Tuesday, May 13, 2008

Returning to Narnia

It did over $744 million at the box office since it was released during the Christmas season of 2005, and The Chronicles of Narnia: The Lion, the Witch, and the Wardrobe became one of those classic movies, based on the book by C.S. Lewis. The film gave Christians the opportunity to not only be inspired in their own faith walk, but to engage in conversations that could arise from those Biblical themes that ran throughout the book and the film.

Now, the partnership of Walden Media and Walt Disney Pictures has teamed up yet again to bring the 2nd movie installment, Prince Caspian, which is based on the 4th book chronologically in the Narnia series. It's over a thousand years later in Narnia, but only a year hence for the Pevansee children, and things are a bit askew in the magical land. Aslan has been away, an evil king is reigning over Narnia, and the rightful heir, Prince Caspian, is having some trouble assuming his rightful place. Enter the 4 children, who are legendary in the realms of Narnia, but in archival history. So the stage is set, and Christians once again may find plenty to talk about, within their spheres of influence, and even within their families.

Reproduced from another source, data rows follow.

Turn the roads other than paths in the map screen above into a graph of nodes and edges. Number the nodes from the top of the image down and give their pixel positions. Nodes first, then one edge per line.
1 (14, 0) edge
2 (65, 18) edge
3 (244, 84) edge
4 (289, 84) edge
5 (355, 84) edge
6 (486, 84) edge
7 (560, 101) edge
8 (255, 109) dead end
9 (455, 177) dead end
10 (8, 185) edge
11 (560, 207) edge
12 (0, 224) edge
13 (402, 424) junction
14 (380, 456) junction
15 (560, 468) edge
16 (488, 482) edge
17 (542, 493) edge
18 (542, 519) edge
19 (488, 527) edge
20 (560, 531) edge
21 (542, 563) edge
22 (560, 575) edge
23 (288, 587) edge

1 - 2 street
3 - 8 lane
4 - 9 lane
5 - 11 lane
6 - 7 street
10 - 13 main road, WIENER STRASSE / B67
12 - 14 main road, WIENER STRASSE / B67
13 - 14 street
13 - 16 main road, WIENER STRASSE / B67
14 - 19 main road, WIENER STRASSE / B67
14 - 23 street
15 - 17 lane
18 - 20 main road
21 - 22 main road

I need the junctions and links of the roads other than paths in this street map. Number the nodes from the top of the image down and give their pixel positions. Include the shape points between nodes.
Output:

Recently on The Meeting House, I talked with author Christin Ditchfield, who has written a number of "family guides" related to Narnia, including her latest, A Family Guide to Prince Caspian. Here's a highlight from that conversation:


You can download the full interview from the Intersection Download Center at the Meeting House website at www.meetinghouseonline.info/download.

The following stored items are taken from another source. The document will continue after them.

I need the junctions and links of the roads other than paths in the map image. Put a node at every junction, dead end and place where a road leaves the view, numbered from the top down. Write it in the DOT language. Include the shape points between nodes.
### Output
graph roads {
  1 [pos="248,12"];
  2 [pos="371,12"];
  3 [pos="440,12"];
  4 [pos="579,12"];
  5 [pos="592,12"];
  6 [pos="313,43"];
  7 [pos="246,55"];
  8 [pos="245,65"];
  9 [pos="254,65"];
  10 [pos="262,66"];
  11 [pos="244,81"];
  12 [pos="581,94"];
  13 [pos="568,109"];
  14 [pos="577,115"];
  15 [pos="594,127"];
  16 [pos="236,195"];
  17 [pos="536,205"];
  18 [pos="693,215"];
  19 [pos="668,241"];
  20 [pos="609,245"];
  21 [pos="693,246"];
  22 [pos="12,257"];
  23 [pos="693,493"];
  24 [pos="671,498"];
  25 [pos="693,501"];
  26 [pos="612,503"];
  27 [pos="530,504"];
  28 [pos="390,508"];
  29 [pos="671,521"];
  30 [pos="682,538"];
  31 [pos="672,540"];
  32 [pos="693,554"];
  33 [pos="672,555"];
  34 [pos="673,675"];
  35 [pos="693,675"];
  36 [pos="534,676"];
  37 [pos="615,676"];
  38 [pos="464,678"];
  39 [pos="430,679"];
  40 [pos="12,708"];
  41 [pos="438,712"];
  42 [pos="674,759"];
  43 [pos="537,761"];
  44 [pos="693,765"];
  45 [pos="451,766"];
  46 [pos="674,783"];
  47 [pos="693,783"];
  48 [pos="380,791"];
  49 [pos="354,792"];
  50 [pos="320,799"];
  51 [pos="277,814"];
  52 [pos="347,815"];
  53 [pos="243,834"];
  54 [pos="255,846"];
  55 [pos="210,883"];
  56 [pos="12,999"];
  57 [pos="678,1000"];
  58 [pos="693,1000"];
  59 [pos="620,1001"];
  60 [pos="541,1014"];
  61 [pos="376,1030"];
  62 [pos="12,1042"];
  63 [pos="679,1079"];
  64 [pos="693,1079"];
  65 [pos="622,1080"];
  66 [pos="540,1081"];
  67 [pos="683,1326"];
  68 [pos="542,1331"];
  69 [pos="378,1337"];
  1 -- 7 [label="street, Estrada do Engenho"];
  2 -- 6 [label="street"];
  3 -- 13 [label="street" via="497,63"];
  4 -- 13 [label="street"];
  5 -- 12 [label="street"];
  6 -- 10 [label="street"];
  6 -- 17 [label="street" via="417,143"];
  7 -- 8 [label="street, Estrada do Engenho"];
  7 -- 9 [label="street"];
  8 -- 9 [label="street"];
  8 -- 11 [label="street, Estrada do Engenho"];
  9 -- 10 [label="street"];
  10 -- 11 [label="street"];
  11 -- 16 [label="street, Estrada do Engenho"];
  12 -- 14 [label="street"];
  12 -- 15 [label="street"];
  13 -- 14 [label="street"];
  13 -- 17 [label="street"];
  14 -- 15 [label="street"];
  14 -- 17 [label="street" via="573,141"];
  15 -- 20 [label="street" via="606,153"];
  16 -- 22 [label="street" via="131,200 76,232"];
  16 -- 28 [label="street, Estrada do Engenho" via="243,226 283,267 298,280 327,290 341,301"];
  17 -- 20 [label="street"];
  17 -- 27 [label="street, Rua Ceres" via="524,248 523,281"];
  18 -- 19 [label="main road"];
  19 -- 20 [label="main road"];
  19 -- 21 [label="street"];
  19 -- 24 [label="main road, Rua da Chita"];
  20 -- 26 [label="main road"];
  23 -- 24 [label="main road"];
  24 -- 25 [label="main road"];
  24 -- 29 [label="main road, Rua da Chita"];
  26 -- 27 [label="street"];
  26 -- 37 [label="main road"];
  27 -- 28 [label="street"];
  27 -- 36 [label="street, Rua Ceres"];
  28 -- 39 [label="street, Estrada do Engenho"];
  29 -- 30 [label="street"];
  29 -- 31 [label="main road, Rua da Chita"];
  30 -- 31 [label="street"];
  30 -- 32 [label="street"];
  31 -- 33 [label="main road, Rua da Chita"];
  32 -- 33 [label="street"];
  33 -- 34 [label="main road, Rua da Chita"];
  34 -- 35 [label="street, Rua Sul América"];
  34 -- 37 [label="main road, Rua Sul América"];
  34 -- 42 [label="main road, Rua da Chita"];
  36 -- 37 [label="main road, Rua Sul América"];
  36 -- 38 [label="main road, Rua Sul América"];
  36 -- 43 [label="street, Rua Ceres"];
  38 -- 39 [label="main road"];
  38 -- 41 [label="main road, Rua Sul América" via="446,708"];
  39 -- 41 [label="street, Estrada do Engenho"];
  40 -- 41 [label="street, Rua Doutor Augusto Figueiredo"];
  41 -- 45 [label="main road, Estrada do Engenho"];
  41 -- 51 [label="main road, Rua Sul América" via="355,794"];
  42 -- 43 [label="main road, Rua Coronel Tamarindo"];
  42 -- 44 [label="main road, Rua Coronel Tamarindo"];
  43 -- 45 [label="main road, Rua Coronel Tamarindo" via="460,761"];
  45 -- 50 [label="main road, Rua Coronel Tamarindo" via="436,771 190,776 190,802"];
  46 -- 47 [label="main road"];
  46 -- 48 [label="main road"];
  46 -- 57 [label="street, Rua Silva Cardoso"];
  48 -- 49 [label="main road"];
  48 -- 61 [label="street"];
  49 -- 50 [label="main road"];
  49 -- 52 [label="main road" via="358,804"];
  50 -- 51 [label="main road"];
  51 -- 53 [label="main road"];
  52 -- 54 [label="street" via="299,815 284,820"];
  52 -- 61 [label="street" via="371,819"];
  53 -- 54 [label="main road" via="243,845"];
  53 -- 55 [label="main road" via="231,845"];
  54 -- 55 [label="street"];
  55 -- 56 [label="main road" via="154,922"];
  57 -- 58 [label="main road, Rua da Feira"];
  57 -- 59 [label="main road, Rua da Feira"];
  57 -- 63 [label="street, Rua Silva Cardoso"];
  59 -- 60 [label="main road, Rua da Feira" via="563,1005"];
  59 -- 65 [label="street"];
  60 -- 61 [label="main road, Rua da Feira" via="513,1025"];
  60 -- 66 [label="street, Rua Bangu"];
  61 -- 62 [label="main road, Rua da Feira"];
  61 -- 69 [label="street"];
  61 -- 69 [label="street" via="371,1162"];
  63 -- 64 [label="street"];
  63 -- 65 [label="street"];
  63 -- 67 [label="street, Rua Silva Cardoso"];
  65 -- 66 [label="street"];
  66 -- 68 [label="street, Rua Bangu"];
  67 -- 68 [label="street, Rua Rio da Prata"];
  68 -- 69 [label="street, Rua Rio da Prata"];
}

Christin's website is http://www.takeittoheartradio.com/. Her Guide is also available at Focus on the Family's website at http://www.family.org/.

The main Prince Caspian movie website is at http://www.narnia.com/.

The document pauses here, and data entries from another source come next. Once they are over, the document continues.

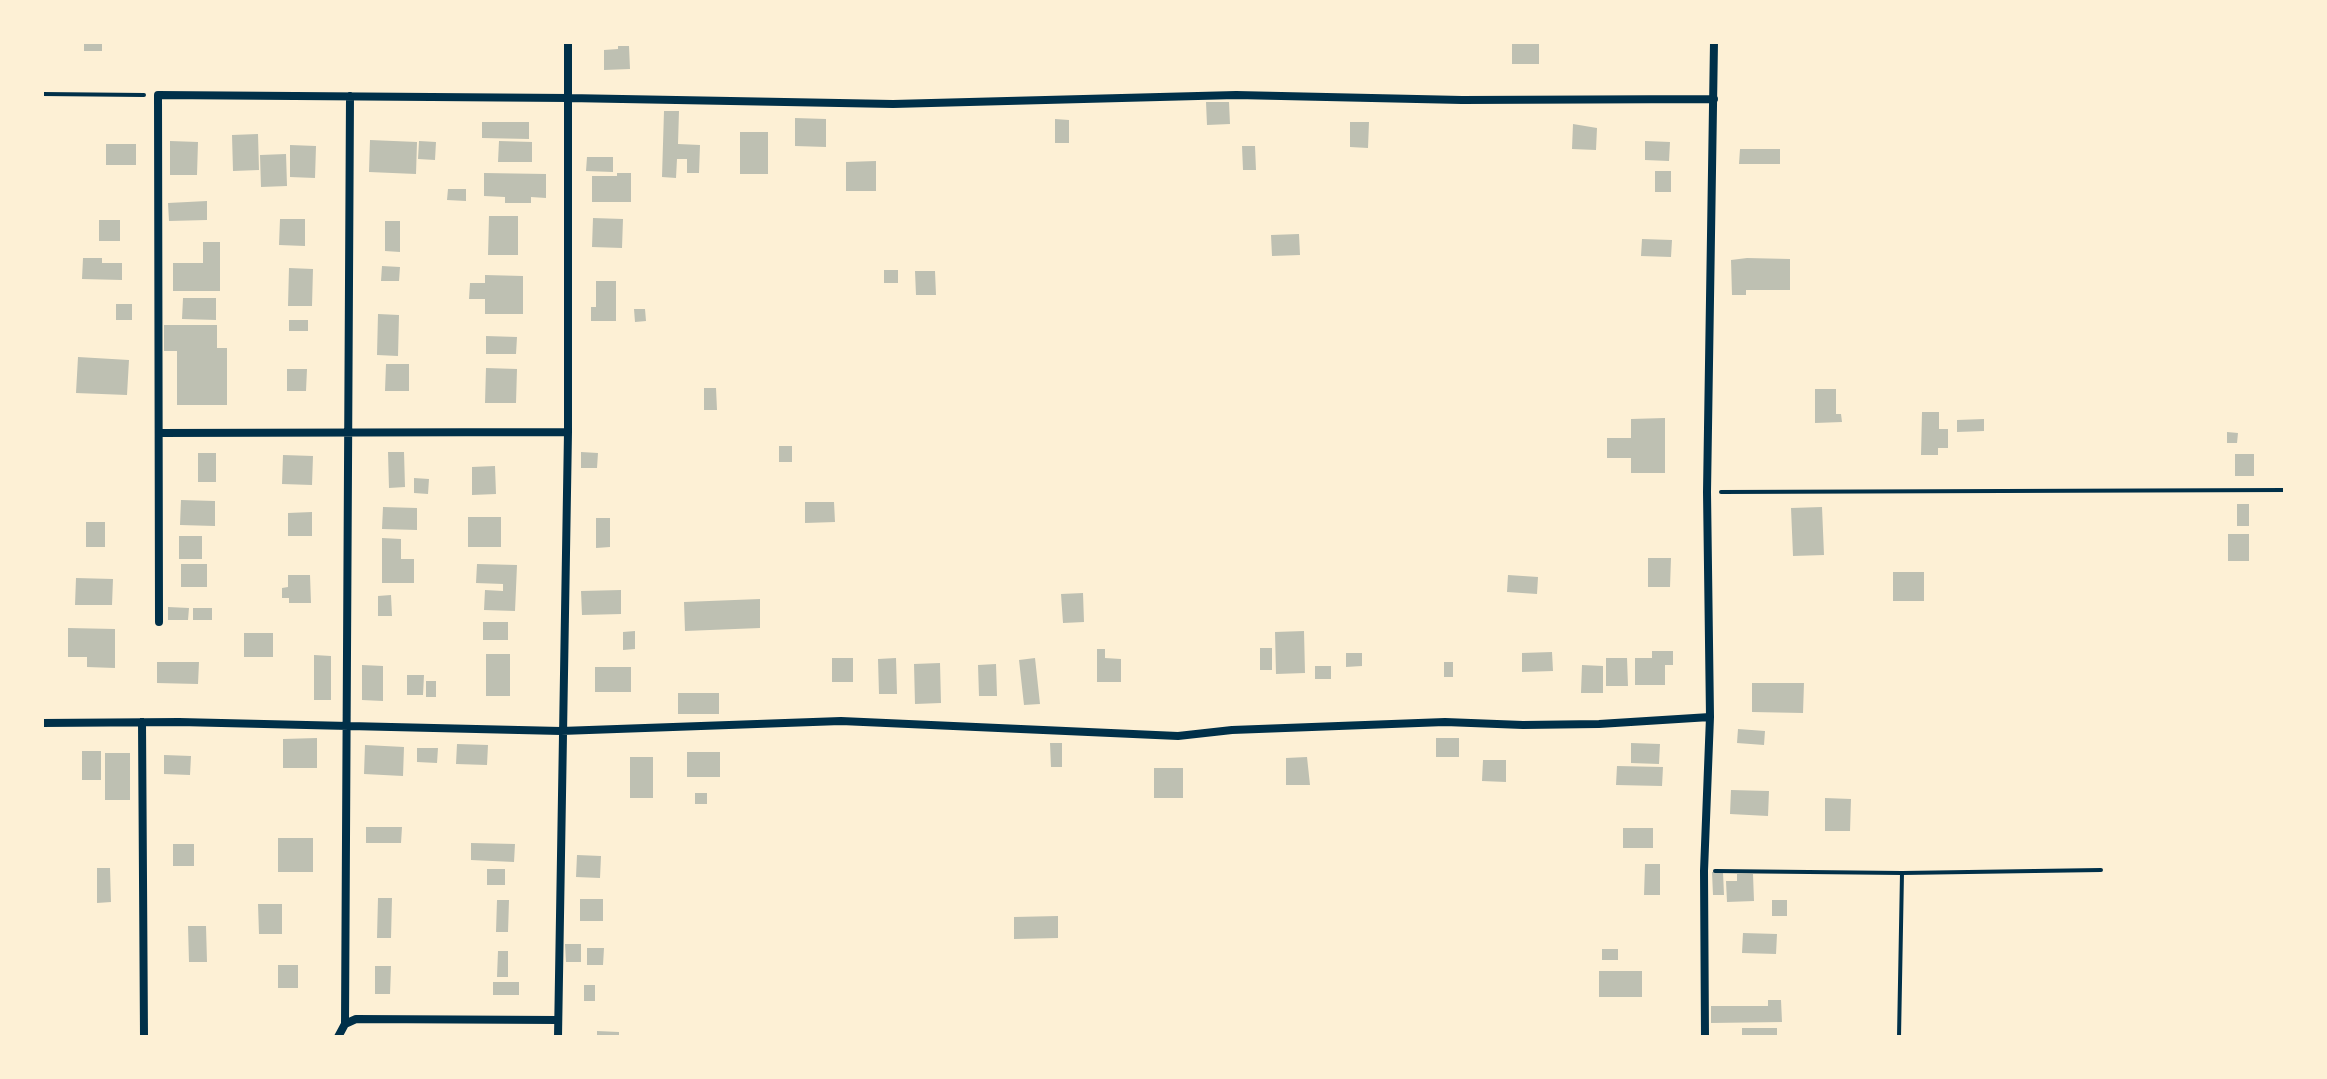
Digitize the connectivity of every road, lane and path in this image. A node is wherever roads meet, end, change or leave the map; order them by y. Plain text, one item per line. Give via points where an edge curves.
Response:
1 (568, 42) edge
2 (1714, 42) edge
3 (42, 94) edge
4 (158, 95) junction
5 (350, 96) junction
6 (568, 98) junction
7 (1714, 99) junction
8 (348, 431) junction
9 (568, 432) junction
10 (159, 433) junction
11 (2285, 490) edge
12 (1707, 492) junction
13 (159, 622) dead end
14 (1710, 717) junction
15 (142, 722) junction
16 (42, 723) edge
17 (348, 725) junction
18 (561, 731) junction
19 (2101, 870) dead end
20 (1704, 871) junction
21 (1902, 873) junction
22 (558, 1020) junction
23 (345, 1024) junction
24 (144, 1037) edge
25 (338, 1037) edge
26 (558, 1037) edge
27 (1705, 1037) edge
28 (1899, 1037) edge

1 - 6 street
2 - 7 street
3 - 4 path
4 - 5 street
4 - 10 street
5 - 6 street
5 - 8 street
6 - 7 street via 893,104 1236,95
6 - 9 street
7 - 12 street
8 - 9 street
8 - 10 street
8 - 17 street
9 - 18 street
10 - 13 street
11 - 12 path
12 - 14 street
14 - 18 street via 1232,730 1178,736 841,721
14 - 20 street
15 - 16 street
15 - 17 street
15 - 24 street
17 - 18 street
17 - 23 street
18 - 22 street
19 - 21 path
20 - 21 path
20 - 27 street
21 - 28 path
22 - 23 street via 356,1019
22 - 26 street
23 - 25 street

You can also get some info. at http://www.narniaweb.com/.

For Christian resources, you can check out http://caspian.interlinc-online.com/ or http://www.outreach.com/.

In addition to Christin's Family Guide, there are some other books that have been released that are designed as companions to the book, and could be used with the movie:

Finding God in the Land of Narnia by Kurt Bruner and Jim Ware
The Keys to the Chronicles by Marvin Hinten
Finding Purpose in Narnia: A Journey with Prince Caspian by Gina Burkart
A Reader's Guide to Caspian: A Journey into C.S. Lewis's Narnia by Leland Ryken and Marjorie Lamp Mead

Here's some more stuff to help you get ready for Prince Caspian!!

River Region's Journey - Whatever Happened to Sin?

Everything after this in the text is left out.